**Exercise description**:
This calls for a verbatim copy of all the data, with no images carried over.

-- Records shown follows --

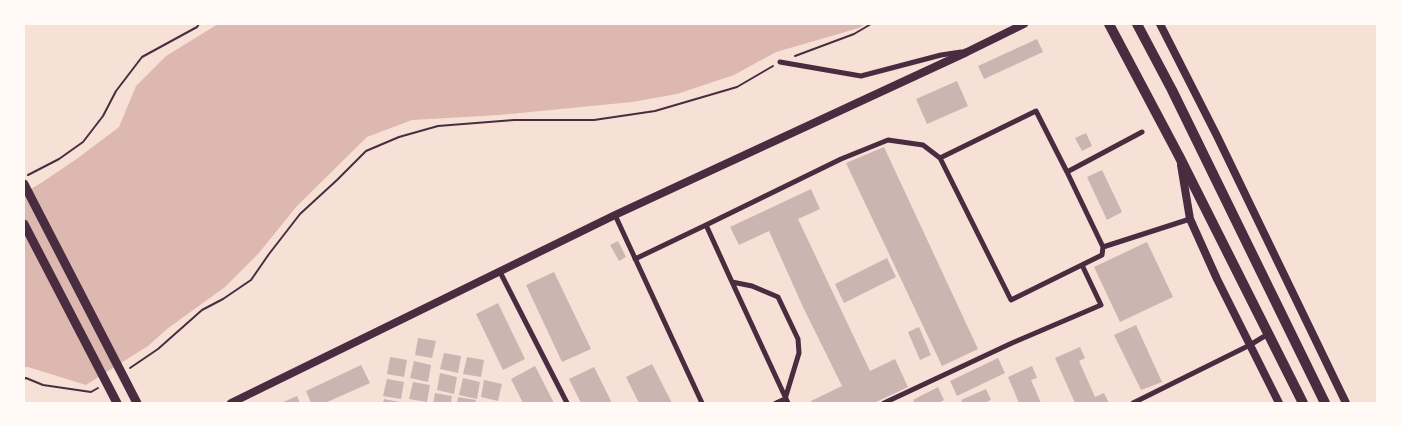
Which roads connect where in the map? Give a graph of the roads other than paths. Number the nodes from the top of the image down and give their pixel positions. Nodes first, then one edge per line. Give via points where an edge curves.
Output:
1 (1024, 24) edge
2 (1109, 24) edge
3 (1137, 24) edge
4 (1160, 24) edge
5 (967, 52) junction
6 (780, 62) road end
7 (1142, 132) dead end
8 (1180, 156) junction
9 (940, 158) junction
10 (1067, 172) junction
11 (24, 184) edge
12 (615, 216) junction
13 (1190, 219) junction
14 (24, 224) edge
15 (706, 225) junction
16 (1103, 247) junction
17 (635, 259) junction
18 (1082, 265) junction
19 (500, 272) junction
20 (732, 282) junction
21 (1268, 334) junction
22 (1250, 345) junction
23 (786, 401) edge
24 (117, 403) edge
25 (137, 403) edge
26 (231, 403) edge
27 (567, 403) edge
28 (702, 403) edge
29 (776, 403) edge
30 (884, 403) edge
31 (1133, 403) edge
32 (1279, 403) edge
33 (1303, 403) edge
34 (1325, 403) edge
35 (1346, 403) edge

1 - 5 street
2 - 8 main road
3 - 34 main road
4 - 35 street
5 - 6 street via 941,55 861,76
5 - 12 street
7 - 10 street
8 - 13 street
8 - 21 main road
9 - 10 street via 1036,111
9 - 15 street via 923,146 888,140 842,158
9 - 18 street via 1010,300
10 - 16 street
11 - 25 main road
12 - 17 street
12 - 19 street
13 - 16 street
13 - 22 street
14 - 24 main road
15 - 17 street
15 - 20 street
16 - 18 street via 1102,255
17 - 28 street
18 - 30 street via 1101,305 1012,342
19 - 26 street
19 - 27 street
20 - 23 street
20 - 23 street via 752,286 778,298 798,339 799,352
21 - 22 street
21 - 33 main road
22 - 31 street
22 - 32 street
23 - 29 street

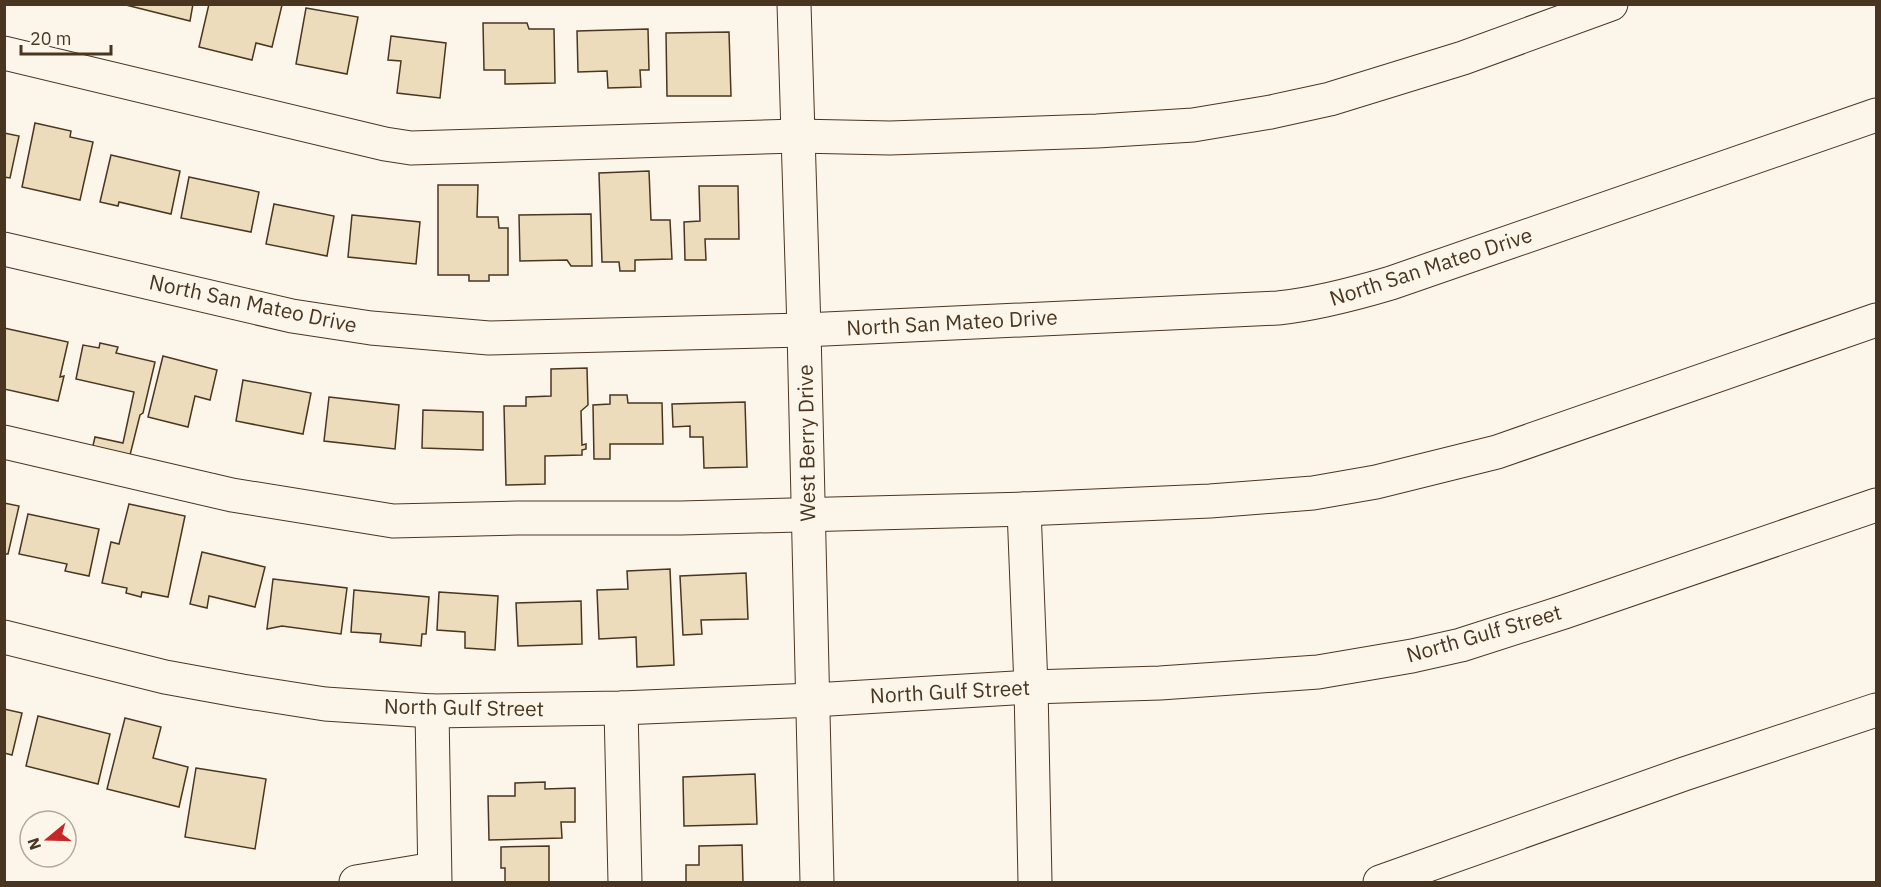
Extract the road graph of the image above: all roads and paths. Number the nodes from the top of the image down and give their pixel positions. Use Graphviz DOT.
graph roads {
  1 [pos="794,4"];
  2 [pos="1611,4"];
  3 [pos="4,53"];
  4 [pos="1876,116"];
  5 [pos="797,136"];
  6 [pos="4,249"];
  7 [pos="1876,320"];
  8 [pos="804,330"];
  9 [pos="4,442"];
  10 [pos="1876,505"];
  11 [pos="1024,509"];
  12 [pos="808,514"];
  13 [pos="4,637"];
  14 [pos="1031,687"];
  15 [pos="813,700"];
  16 [pos="621,708"];
  17 [pos="1876,710"];
  18 [pos="432,711"];
  19 [pos="434,875"];
  20 [pos="356,882"];
  21 [pos="625,882"];
  22 [pos="817,882"];
  23 [pos="1035,882"];
  24 [pos="1380,882"];
  1 -- 5 [label="street, West Berry Drive"];
  2 -- 5 [label="street"];
  3 -- 5 [label="street"];
  4 -- 8 [label="street, North San Mateo Drive"];
  5 -- 8 [label="street, West Berry Drive"];
  6 -- 8 [label="street, North San Mateo Drive"];
  7 -- 11 [label="street"];
  8 -- 12 [label="street, West Berry Drive"];
  9 -- 12 [label="street"];
  10 -- 14 [label="street, North Gulf Street"];
  11 -- 12 [label="street"];
  11 -- 14 [label="street"];
  12 -- 15 [label="street, West Berry Drive"];
  13 -- 18 [label="street, North Gulf Street"];
  14 -- 15 [label="street, North Gulf Street"];
  14 -- 23 [label="street"];
  15 -- 16 [label="street, North Gulf Street"];
  15 -- 22 [label="street, West Berry Drive"];
  16 -- 18 [label="street, North Gulf Street"];
  16 -- 21 [label="street"];
  17 -- 24 [label="street"];
  18 -- 19 [label="street"];
  19 -- 20 [label="street"];
}
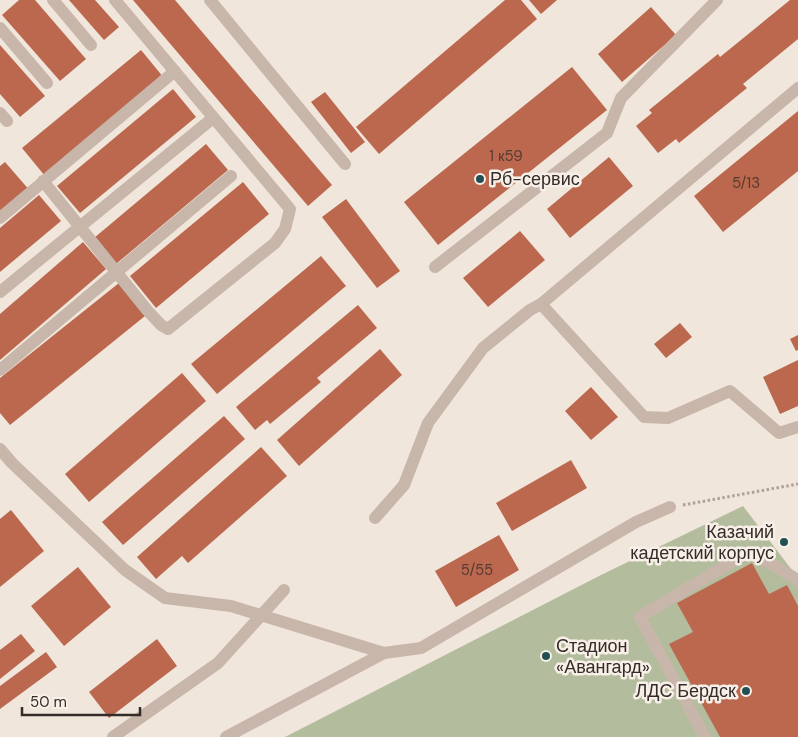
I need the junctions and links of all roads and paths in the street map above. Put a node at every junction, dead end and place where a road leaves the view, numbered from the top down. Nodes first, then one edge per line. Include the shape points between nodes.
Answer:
1 (53, 0) edge
2 (115, 0) edge
3 (210, 0) edge
4 (717, 0) edge
5 (0, 28) edge
6 (91, 45) dead end
7 (175, 71) junction
8 (47, 83) dead end
9 (798, 88) edge
10 (213, 118) junction
11 (345, 164) dead end
12 (231, 176) dead end
13 (43, 181) junction
14 (0, 218) edge
15 (80, 226) junction
16 (435, 267) dead end
17 (117, 272) junction
18 (0, 292) edge
19 (541, 304) junction
20 (0, 370) edge
21 (798, 427) edge
22 (0, 449) edge
23 (798, 484) edge
24 (670, 508) joint
25 (375, 518) dead end
26 (798, 580) edge
27 (284, 590) dead end
28 (261, 616) junction
29 (384, 652) junction
30 (112, 737) edge
31 (226, 737) edge
32 (705, 737) edge

1 - 6 street
2 - 7 street
3 - 11 street
4 - 16 street via 621,98 607,133
5 - 8 street
7 - 10 street
7 - 13 street
9 - 19 street
10 - 15 street
10 - 17 street via 290,209 285,229 275,243 168,329 161,325
12 - 17 street
13 - 14 street
13 - 15 street
15 - 17 street
15 - 18 street
17 - 20 street
19 - 21 street via 644,417 668,418 730,391 779,434
19 - 25 street via 483,348 428,423 404,484
22 - 28 street via 125,570 165,598 231,606
23 - 24 path
24 - 29 street via 636,522 421,648
26 - 32 street via 750,551 640,617
27 - 28 street
28 - 29 street
28 - 30 street via 218,663
29 - 31 street

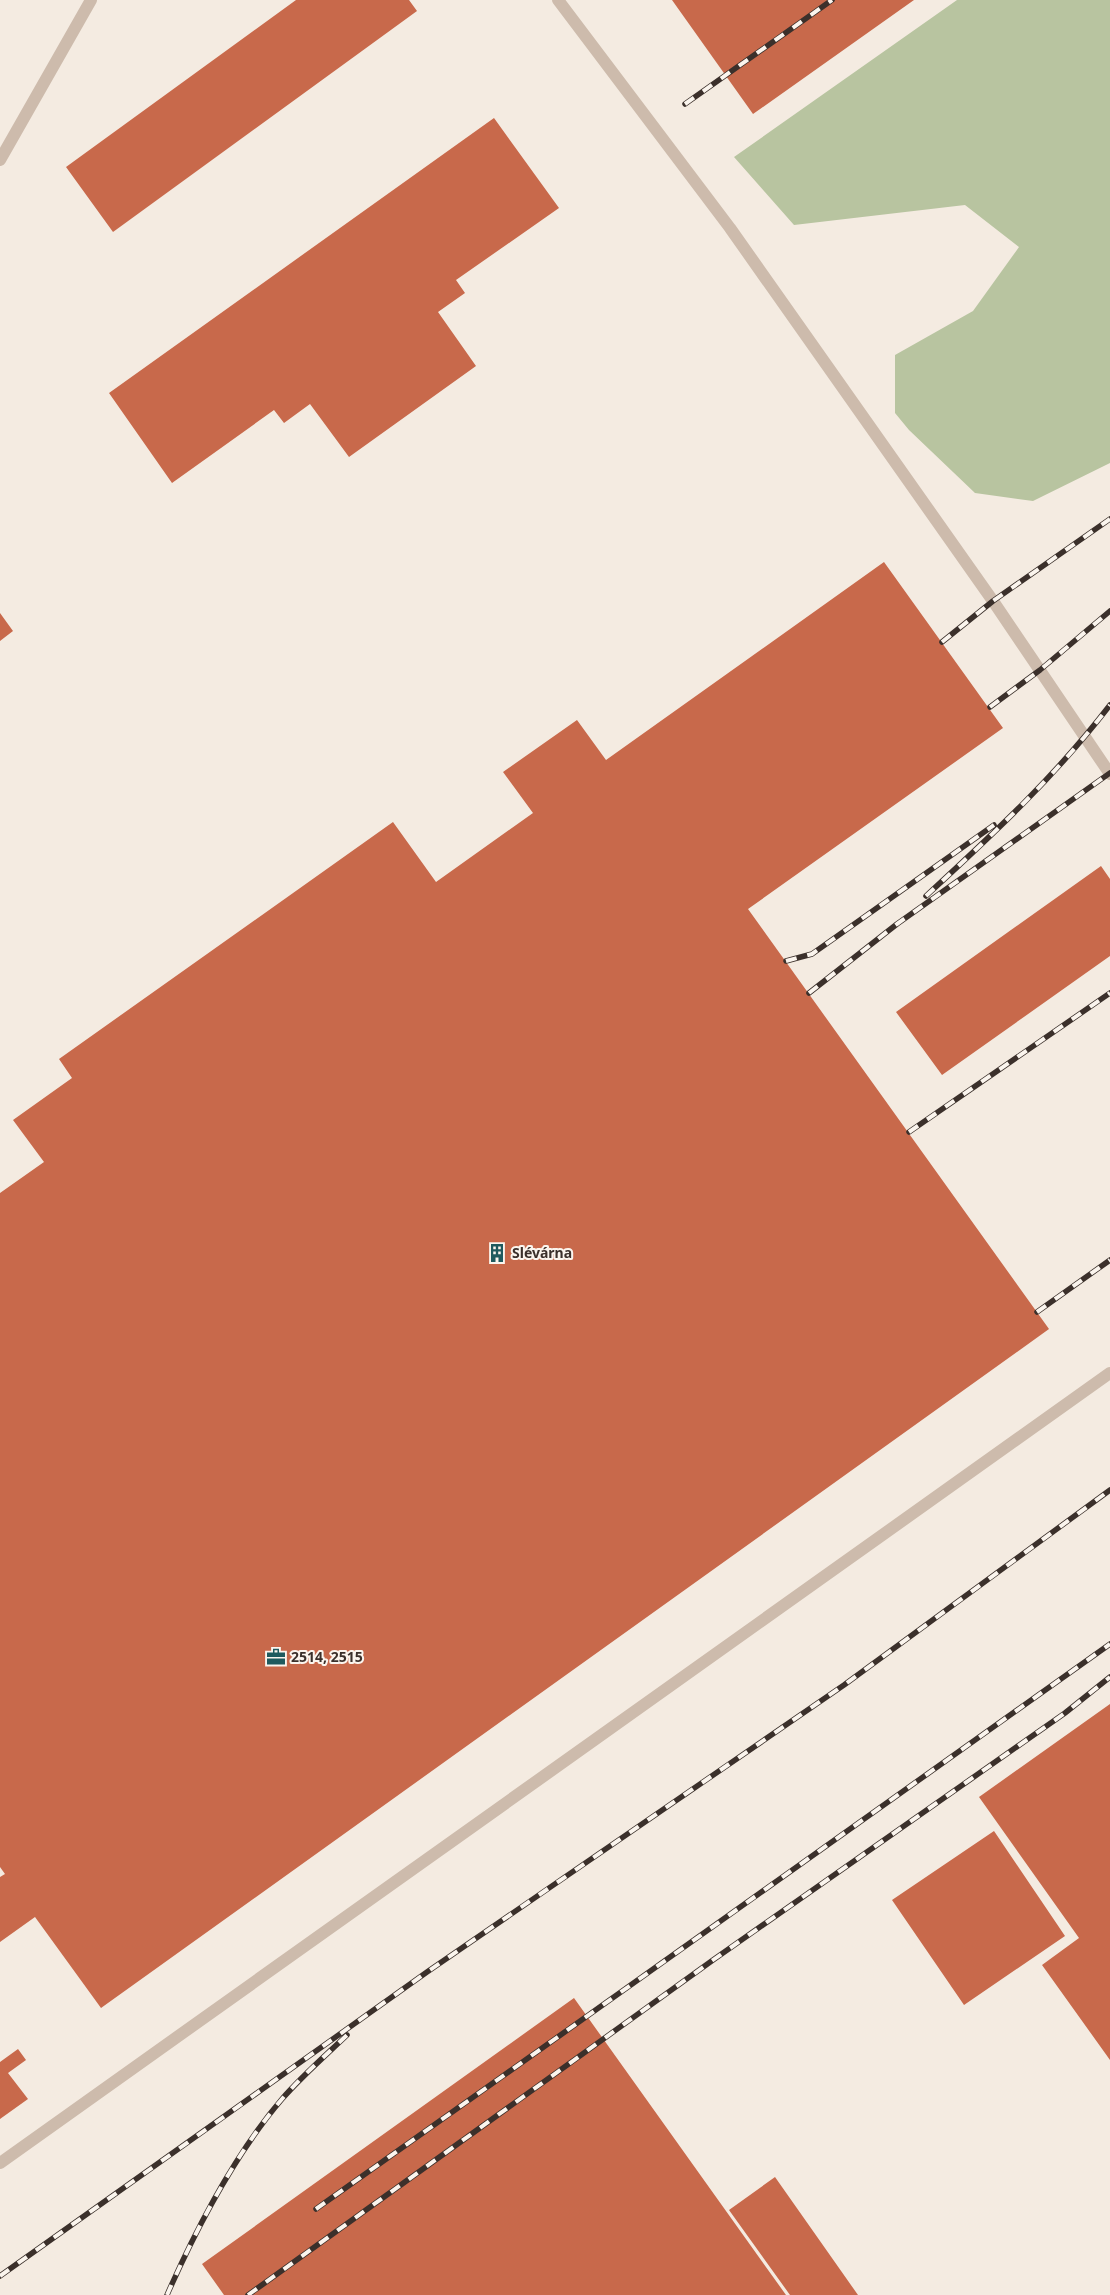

-- Records shown concluded --

**Task response**:
Which roads connect where in the map? Give a graph of the roads other than paths. Number the nodes from the top of the image down and give their pixel positions. Nodes first, then one edge per line. Give via points where an edge curves.
Output:
1 (1024, 24) edge
2 (1109, 24) edge
3 (1137, 24) edge
4 (1160, 24) edge
5 (967, 52) junction
6 (780, 62) road end
7 (1142, 132) dead end
8 (1180, 156) junction
9 (940, 158) junction
10 (1067, 172) junction
11 (24, 184) edge
12 (615, 216) junction
13 (1190, 219) junction
14 (24, 224) edge
15 (706, 225) junction
16 (1103, 247) junction
17 (635, 259) junction
18 (1082, 265) junction
19 (500, 272) junction
20 (732, 282) junction
21 (1268, 334) junction
22 (1250, 345) junction
23 (786, 401) edge
24 (117, 403) edge
25 (137, 403) edge
26 (231, 403) edge
27 (567, 403) edge
28 (702, 403) edge
29 (776, 403) edge
30 (884, 403) edge
31 (1133, 403) edge
32 (1279, 403) edge
33 (1303, 403) edge
34 (1325, 403) edge
35 (1346, 403) edge

1 - 5 street
2 - 8 main road
3 - 34 main road
4 - 35 street
5 - 6 street via 941,55 861,76
5 - 12 street
7 - 10 street
8 - 13 street
8 - 21 main road
9 - 10 street via 1036,111
9 - 15 street via 923,146 888,140 842,158
9 - 18 street via 1010,300
10 - 16 street
11 - 25 main road
12 - 17 street
12 - 19 street
13 - 16 street
13 - 22 street
14 - 24 main road
15 - 17 street
15 - 20 street
16 - 18 street via 1102,255
17 - 28 street
18 - 30 street via 1101,305 1012,342
19 - 26 street
19 - 27 street
20 - 23 street
20 - 23 street via 752,286 778,298 798,339 799,352
21 - 22 street
21 - 33 main road
22 - 31 street
22 - 32 street
23 - 29 street

Extract the road graph of the image above: all roads and paths. Number the nodes from the top of the image down and give their pixel positions. Use Graphviz DOT.
graph roads {
  1 [pos="794,4"];
  2 [pos="1611,4"];
  3 [pos="4,53"];
  4 [pos="1876,116"];
  5 [pos="797,136"];
  6 [pos="4,249"];
  7 [pos="1876,320"];
  8 [pos="804,330"];
  9 [pos="4,442"];
  10 [pos="1876,505"];
  11 [pos="1024,509"];
  12 [pos="808,514"];
  13 [pos="4,637"];
  14 [pos="1031,687"];
  15 [pos="813,700"];
  16 [pos="621,708"];
  17 [pos="1876,710"];
  18 [pos="432,711"];
  19 [pos="434,875"];
  20 [pos="356,882"];
  21 [pos="625,882"];
  22 [pos="817,882"];
  23 [pos="1035,882"];
  24 [pos="1380,882"];
  1 -- 5 [label="street, West Berry Drive"];
  2 -- 5 [label="street"];
  3 -- 5 [label="street"];
  4 -- 8 [label="street, North San Mateo Drive"];
  5 -- 8 [label="street, West Berry Drive"];
  6 -- 8 [label="street, North San Mateo Drive"];
  7 -- 11 [label="street"];
  8 -- 12 [label="street, West Berry Drive"];
  9 -- 12 [label="street"];
  10 -- 14 [label="street, North Gulf Street"];
  11 -- 12 [label="street"];
  11 -- 14 [label="street"];
  12 -- 15 [label="street, West Berry Drive"];
  13 -- 18 [label="street, North Gulf Street"];
  14 -- 15 [label="street, North Gulf Street"];
  14 -- 23 [label="street"];
  15 -- 16 [label="street, North Gulf Street"];
  15 -- 22 [label="street, West Berry Drive"];
  16 -- 18 [label="street, North Gulf Street"];
  16 -- 21 [label="street"];
  17 -- 24 [label="street"];
  18 -- 19 [label="street"];
  19 -- 20 [label="street"];
}
I need the junctions and links of all roads and paths in the street map above. Put a node at every junction, dead end and place where a road leaves the view, numbered from the top down. Nodes first, then one edge per line. Include the shape points between nodes.
Answer:
1 (53, 0) edge
2 (115, 0) edge
3 (210, 0) edge
4 (717, 0) edge
5 (0, 28) edge
6 (91, 45) dead end
7 (175, 71) junction
8 (47, 83) dead end
9 (798, 88) edge
10 (213, 118) junction
11 (345, 164) dead end
12 (231, 176) dead end
13 (43, 181) junction
14 (0, 218) edge
15 (80, 226) junction
16 (435, 267) dead end
17 (117, 272) junction
18 (0, 292) edge
19 (541, 304) junction
20 (0, 370) edge
21 (798, 427) edge
22 (0, 449) edge
23 (798, 484) edge
24 (670, 508) joint
25 (375, 518) dead end
26 (798, 580) edge
27 (284, 590) dead end
28 (261, 616) junction
29 (384, 652) junction
30 (112, 737) edge
31 (226, 737) edge
32 (705, 737) edge

1 - 6 street
2 - 7 street
3 - 11 street
4 - 16 street via 621,98 607,133
5 - 8 street
7 - 10 street
7 - 13 street
9 - 19 street
10 - 15 street
10 - 17 street via 290,209 285,229 275,243 168,329 161,325
12 - 17 street
13 - 14 street
13 - 15 street
15 - 17 street
15 - 18 street
17 - 20 street
19 - 21 street via 644,417 668,418 730,391 779,434
19 - 25 street via 483,348 428,423 404,484
22 - 28 street via 125,570 165,598 231,606
23 - 24 path
24 - 29 street via 636,522 421,648
26 - 32 street via 750,551 640,617
27 - 28 street
28 - 29 street
28 - 30 street via 218,663
29 - 31 street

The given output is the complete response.